→ Provided entries
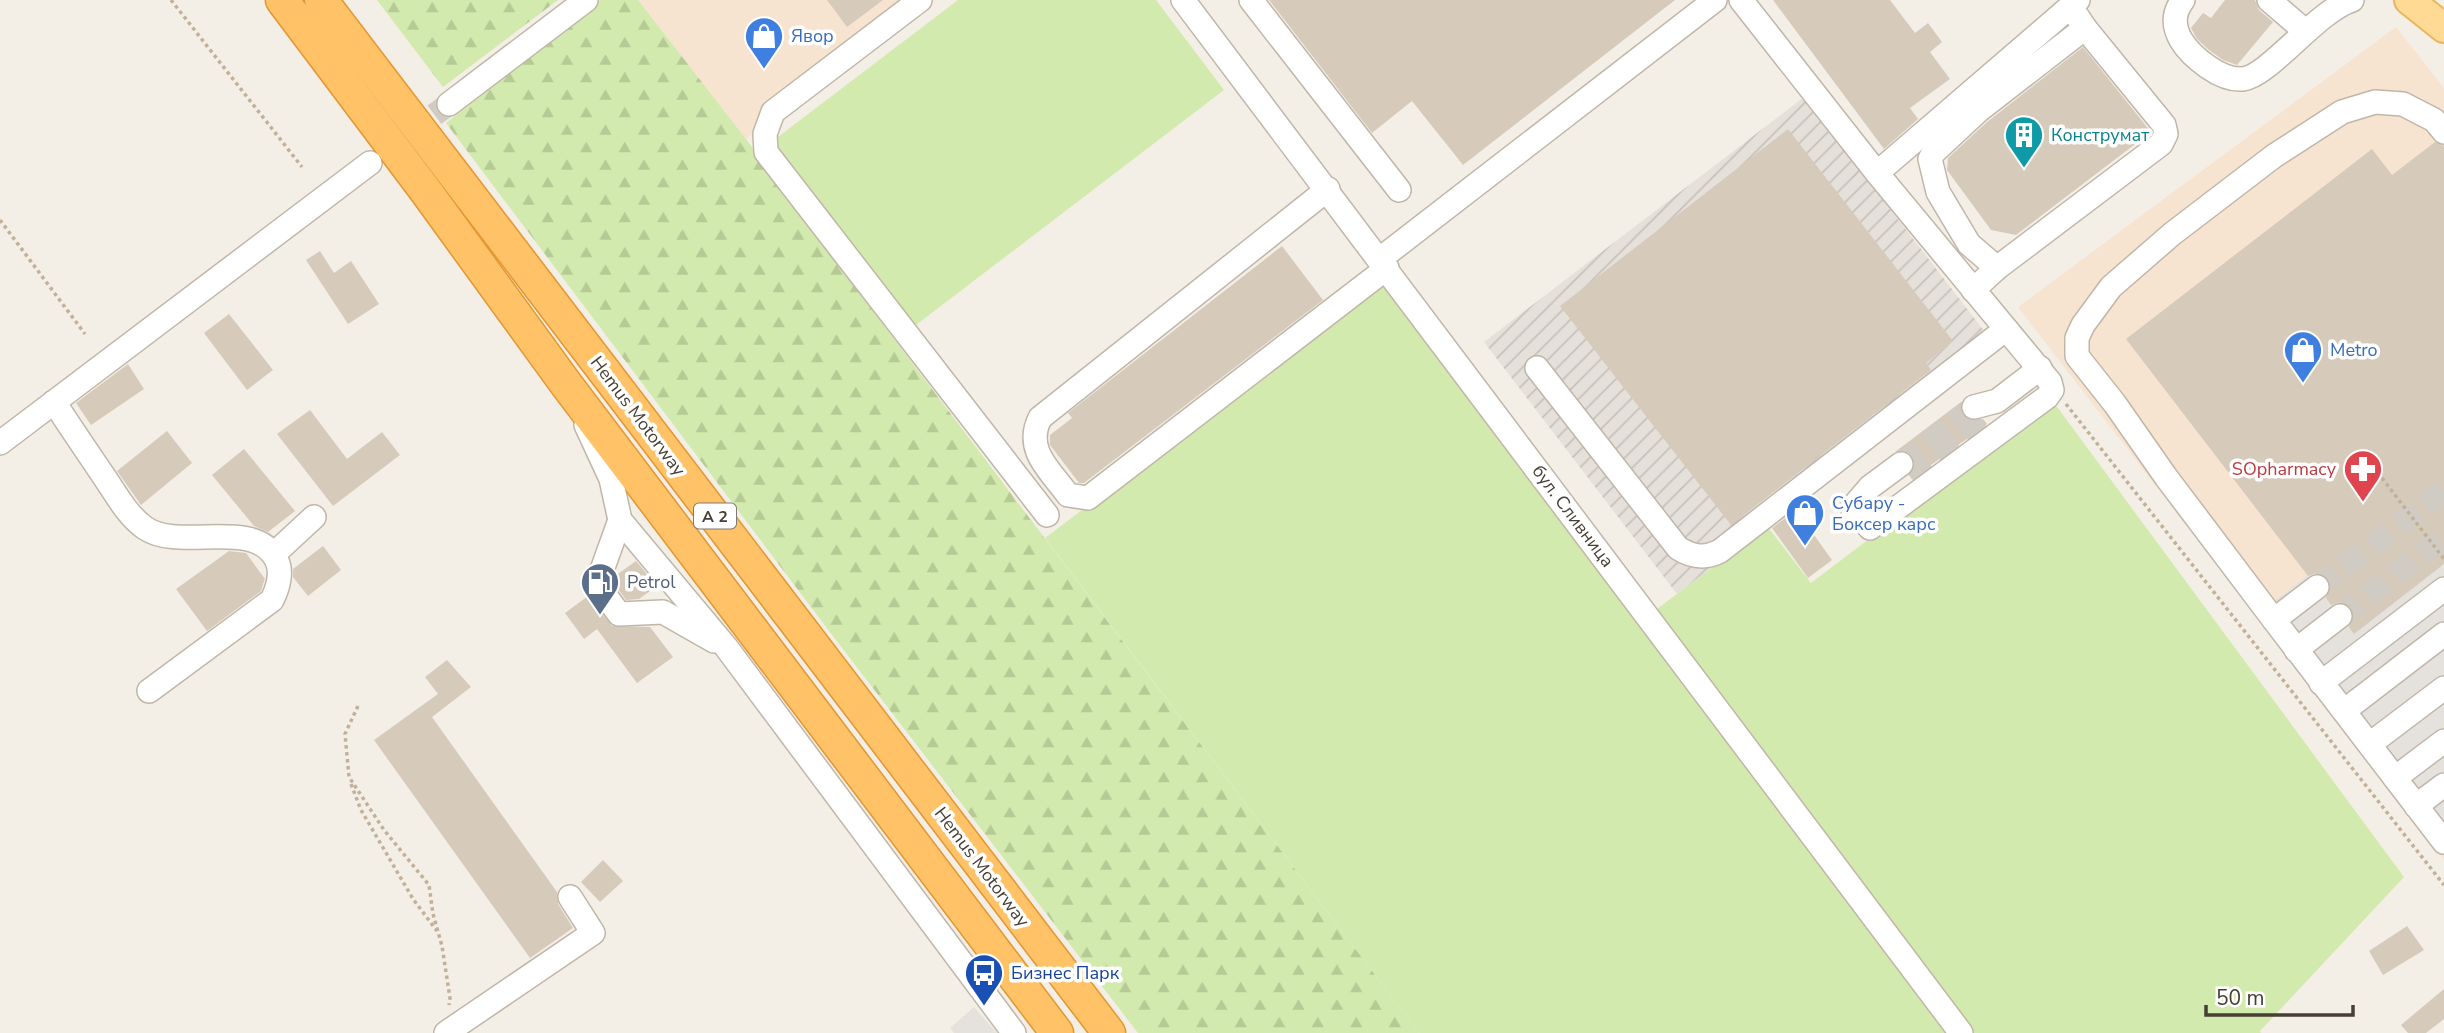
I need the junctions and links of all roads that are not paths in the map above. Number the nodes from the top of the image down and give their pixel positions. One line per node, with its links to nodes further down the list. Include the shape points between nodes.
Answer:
==
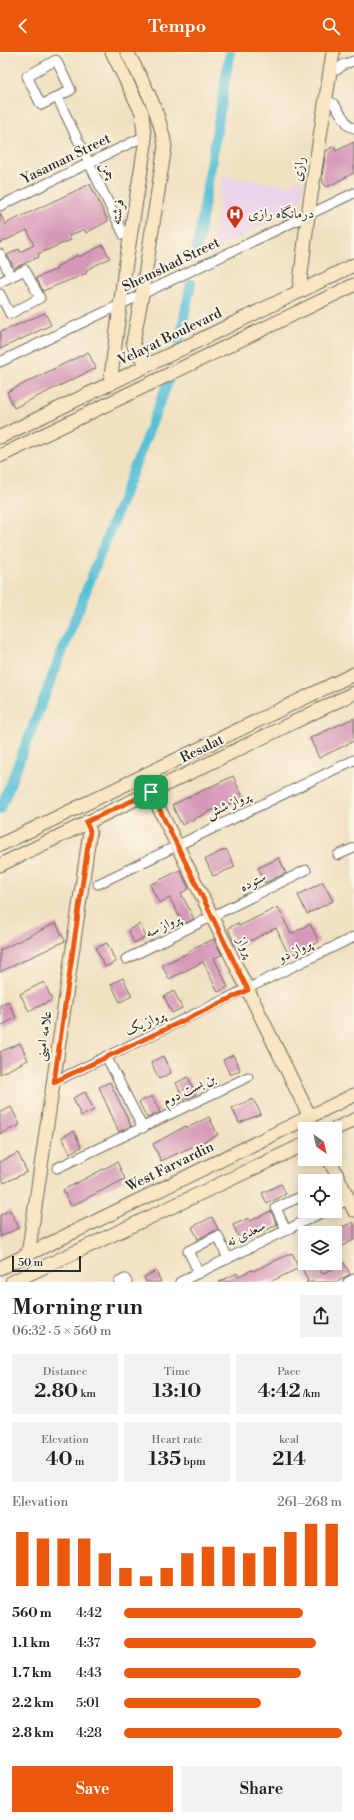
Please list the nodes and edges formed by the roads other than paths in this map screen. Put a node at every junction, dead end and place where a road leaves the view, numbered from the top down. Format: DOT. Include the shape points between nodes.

→ Exercise requirements
The lines to return are those holding the string "node" anywhere in the listing above.

→ Answer box
I need the junctions and links of all roads that are not paths in the map above. Number the nodes from the top of the image down and give their pixel positions. One line per node, with its links to nodes further down the list. Include the shape points between nodes.
Please list the nodes and edges formed by the roads other than paths in this map screen. Put a node at every junction, dead end and place where a road leaves the view, numbered from the top down. Format: DOT. Include the shape points between nodes.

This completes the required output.